Finding The Winery’s Story…Sometimes It’s Simple

OldestvinesWhen a wine publicist looks over a prospective new client two questions immediately come to mind and need answering: 1) Can I help this winery sell more wine and 2) Does this winery have a compelling story to tell?

Today I’ll be meeting with the owner of a winery that possesses a vineyard that was founded in 1885. That’s right 120 year ago. So, my second question is answered straight away. Both I and the vintner will be looking into the answer of the first question.

It is particularly important for the smallest wineries to have something compelling to say about their business, their wine, their goals. Consider there are nearly 1000 wineries in California alone. The battle to stand out from the crowd, to communicate your uniqueness, your value to the consumer is an ongoing one. Consider further that at small wineries it’s usually the same person who does the winemaking, the marketing and the accounting. You’re lucky if you have a staff of one or two. Often times things like marketing, PR and even sales get lost in the shuffle. That’s where consultants come in.

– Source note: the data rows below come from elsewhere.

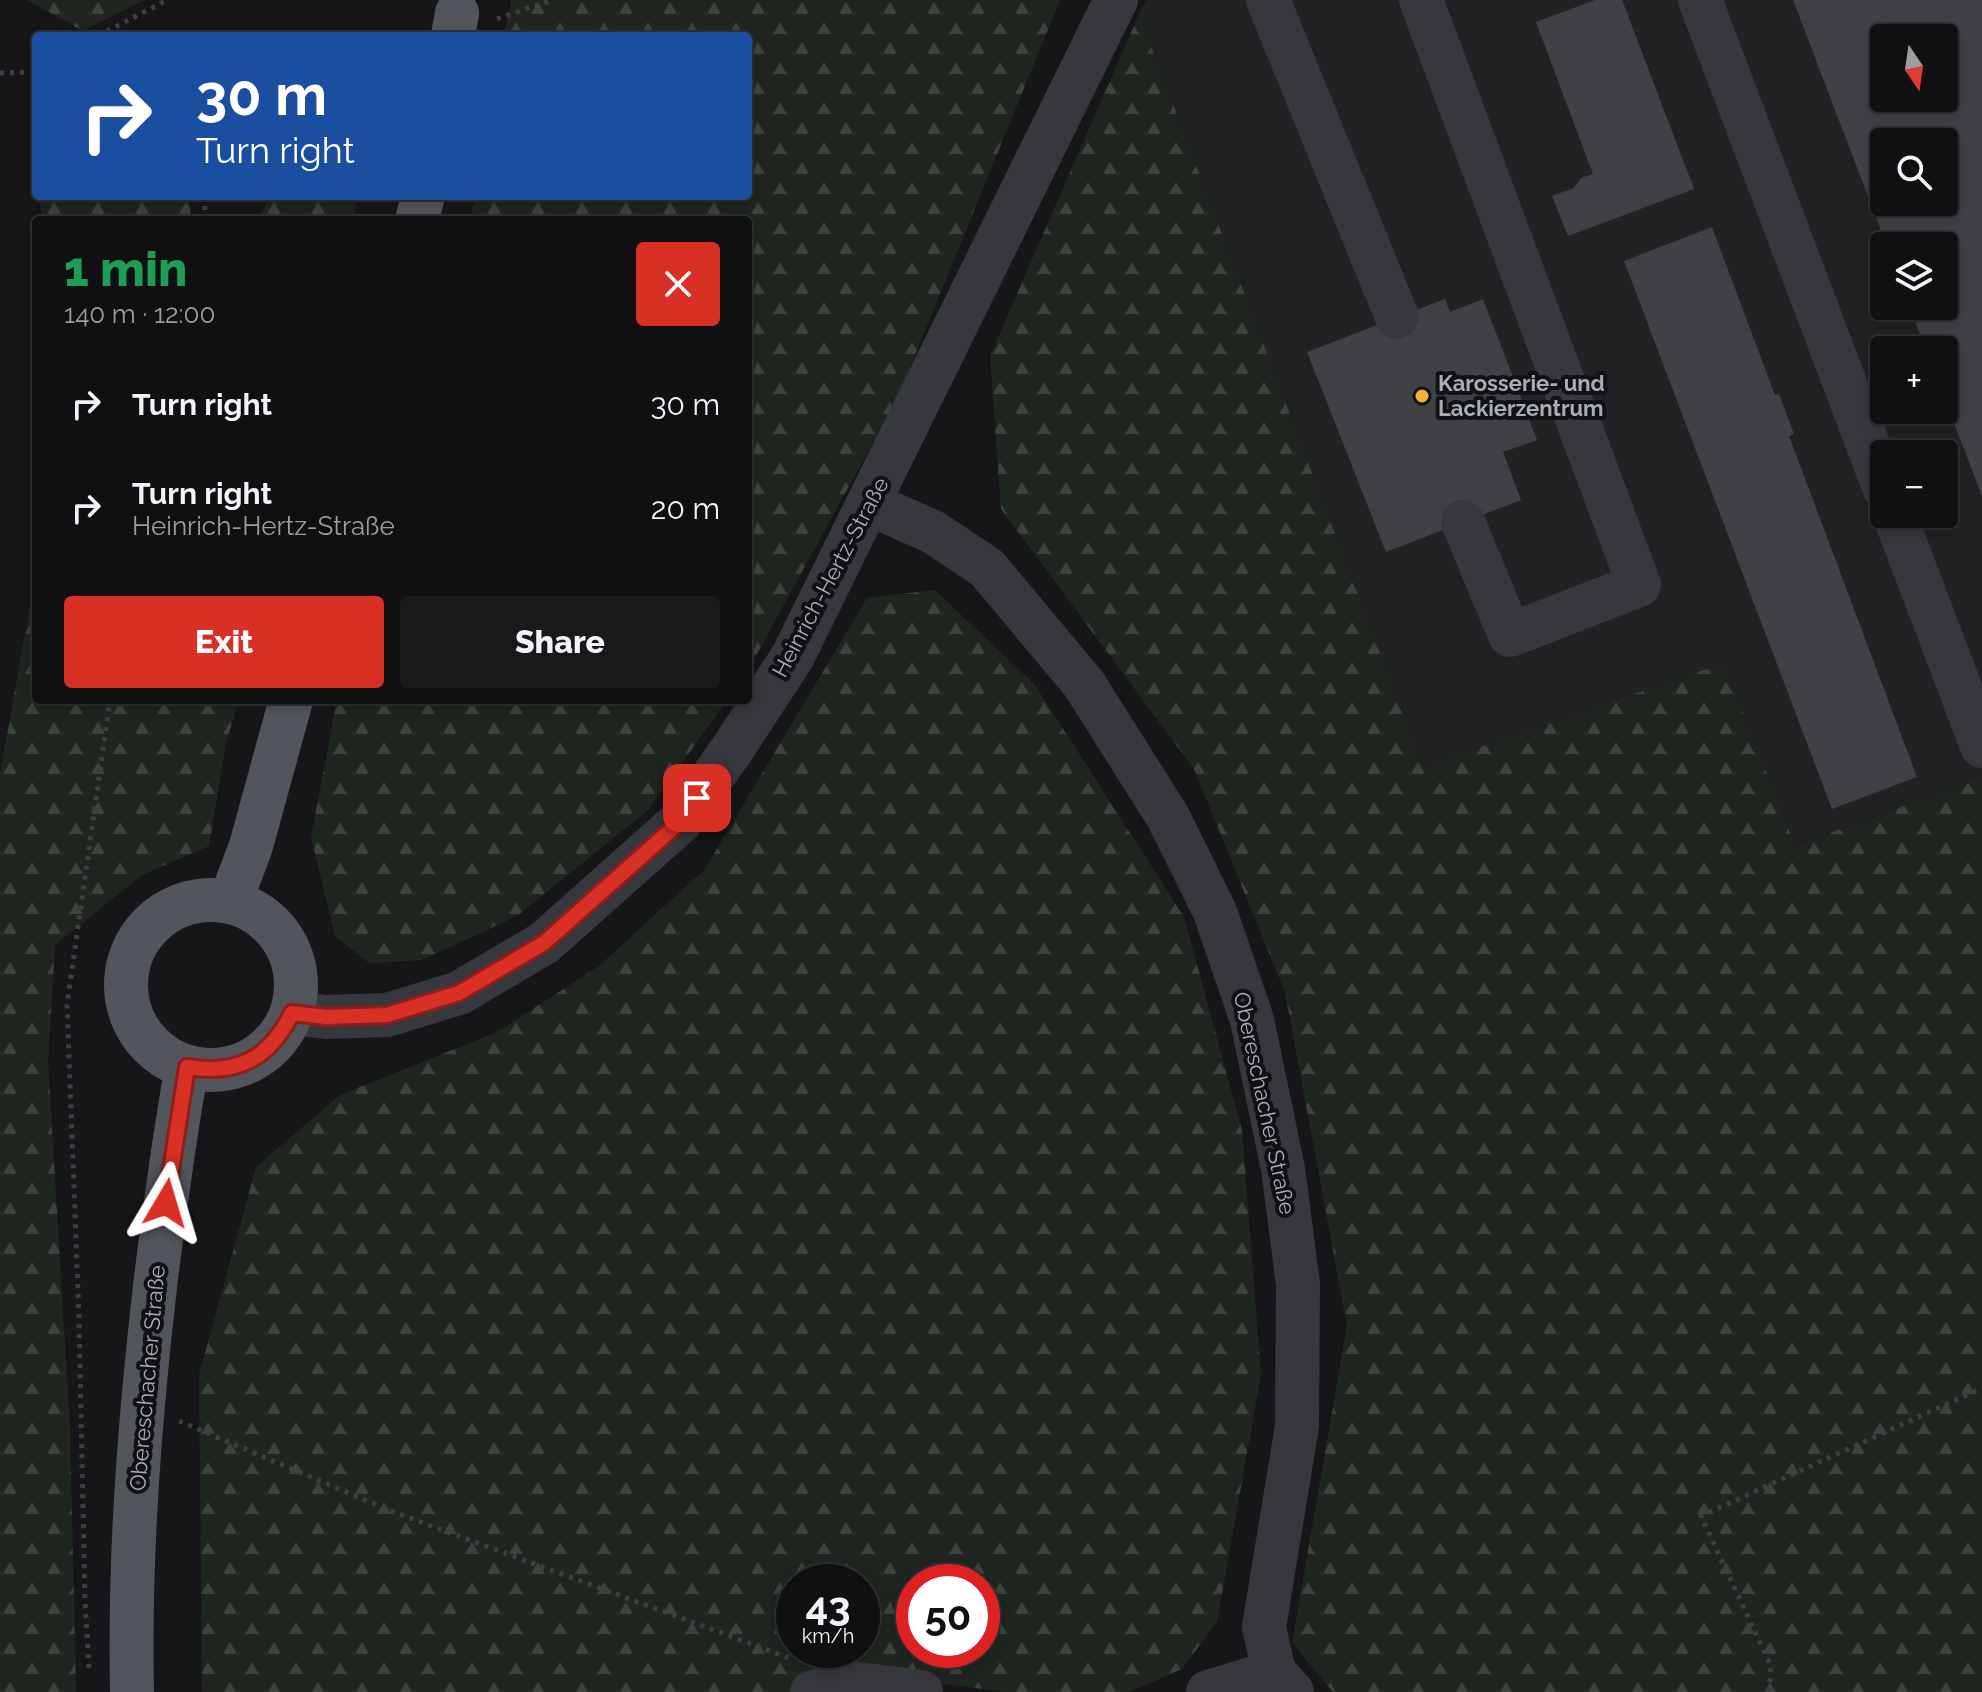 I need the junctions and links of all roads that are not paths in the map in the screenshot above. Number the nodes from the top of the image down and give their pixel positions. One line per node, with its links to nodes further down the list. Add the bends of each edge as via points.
1 (1116, 0): 7 (street, Heinrich-Hertz-Straße)
2 (1268, 0): 5 (street)
3 (1421, 0): 8 (street, via 1639,585 1510,635)
4 (1700, 0): 6 (street)
5 (1397, 317)
6 (1870, 450)
7 (870, 504): 13 (street, Heinrich-Hertz-Straße, via 793,656 681,821 544,943 459,993 387,1015); 16 (street, Obereschacher Straße, via 933,532 987,568 1084,684 1168,817 1215,912 1252,1020 1283,1169 1298,1284 1297,1426 1264,1627)
8 (1463, 522)
9 (1899, 528): 11 (street)
10 (290, 704): 12 (main road)
11 (1982, 746)
12 (230, 902): 13 (main road, via 272,925 287,944 297,990); 14 (main road, via 209,900 167,912 144,935 129,964 128,996 137,1027 167,1058)
13 (292, 1013): 14 (main road, via 268,1049 250,1061 230,1068)
14 (187, 1067): 17 (main road, Obereschacher Straße, via 141,1405)
15 (806, 1677): 18 (street)
16 (1249, 1686)
17 (132, 1692)
18 (921, 1692)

We specialize in communicating a winery’s story to the various constituencies that need to hear it. You’ve got the retailers, the restaurants, the wholesalers, the media and of course the consumer. Though the winery’s message, it’s story, it’s uniqueness will be pretty much the same no matter who you are communicating it to, the way the message is communicates is largely different….if the communicating is done well.

The very idea of a 120 year old vineyard stops any of these groups in their tracks. This is a property that was begun before the many Civil War Veterans had passed, before the West had been completely tamed…at a time when California viticulture and winemaking was little more than something the missionaries had engaged in. Yea…there’s a story here.

Posted In: Wine Business

Tags:


5 Responses

  1. Uncorked - November 16, 2005

    Tom:
    Impressive, yes, but only by California standards. Your post called to mind the lead of a story I wrote in late September 2001 for the Dayton Daily News and which I sneakily recycled on “Uncorked” on Oct. 2 of this year, to wit:
    “In California, the current epicenter of American winemaking, a winery with a `long’ history has been making wine since, oh, maybe the 1960s. The really `historical’ wineries date all the way to the 1800s.
    Whoop-de-doo.
    Compare that to the Marchesi de’ Frescobaldi winery in Italy, one of the country’s largest wine producers. Its owners trace their family wine history back 700 years, give or take a century. The family archives contain contracts for the purchase of wines signed by King Henry VIII of England. (The fat dude reneged on a loan, too, the archives suggest, but that’s another story. . . .) Frescobaldi today is run by the 30th and 31st generation of the family.
    Throughout Italy and France, the story is much the same. You can feel tradition oozing from the 1,000-year-old stone walls of Frescobaldi’s Nipozzano castle in the Tuscan hillsides outside of Florence. You can sense it in the knowing glance between an aging father who has passed his winemaking skills – and duties – on to his son at Chateau Pibarnon in the Bandol region of southern France. You can see it on the historic hillside in Crozes-Hermitage, where a centuries-old, one-person chapel overlooks some of the Rhone’s steepest and most scenic mountain vineyards.”
    120 years, huh? (Yawn.) What else ya got?
    Cheers!
    Mark Fisher

  2. huge - November 16, 2005

    Tom:
    Off-topic FYI – your XML hasn’t been updated for a while. Still shows Robert Parker as your last post.

  3. Tom Wark - November 16, 2005

    Mark,
    Context!! Everything is Context. But…I’ll give you the 700 years thing.
    Cheers,
    Tom…

  4. Mark (Uncorked in Ohio) - November 16, 2005

    Tom: Okay, I’ll grant you context.
    And heck, it DOES make for a great story. And I’m a sucker for one of those — whether it’s 700 years, 120 years or the first darn crop.
    Cheers!
    Mark

  5. plouffie - November 16, 2005

    Would that Napa winery be V Sattui by any chance?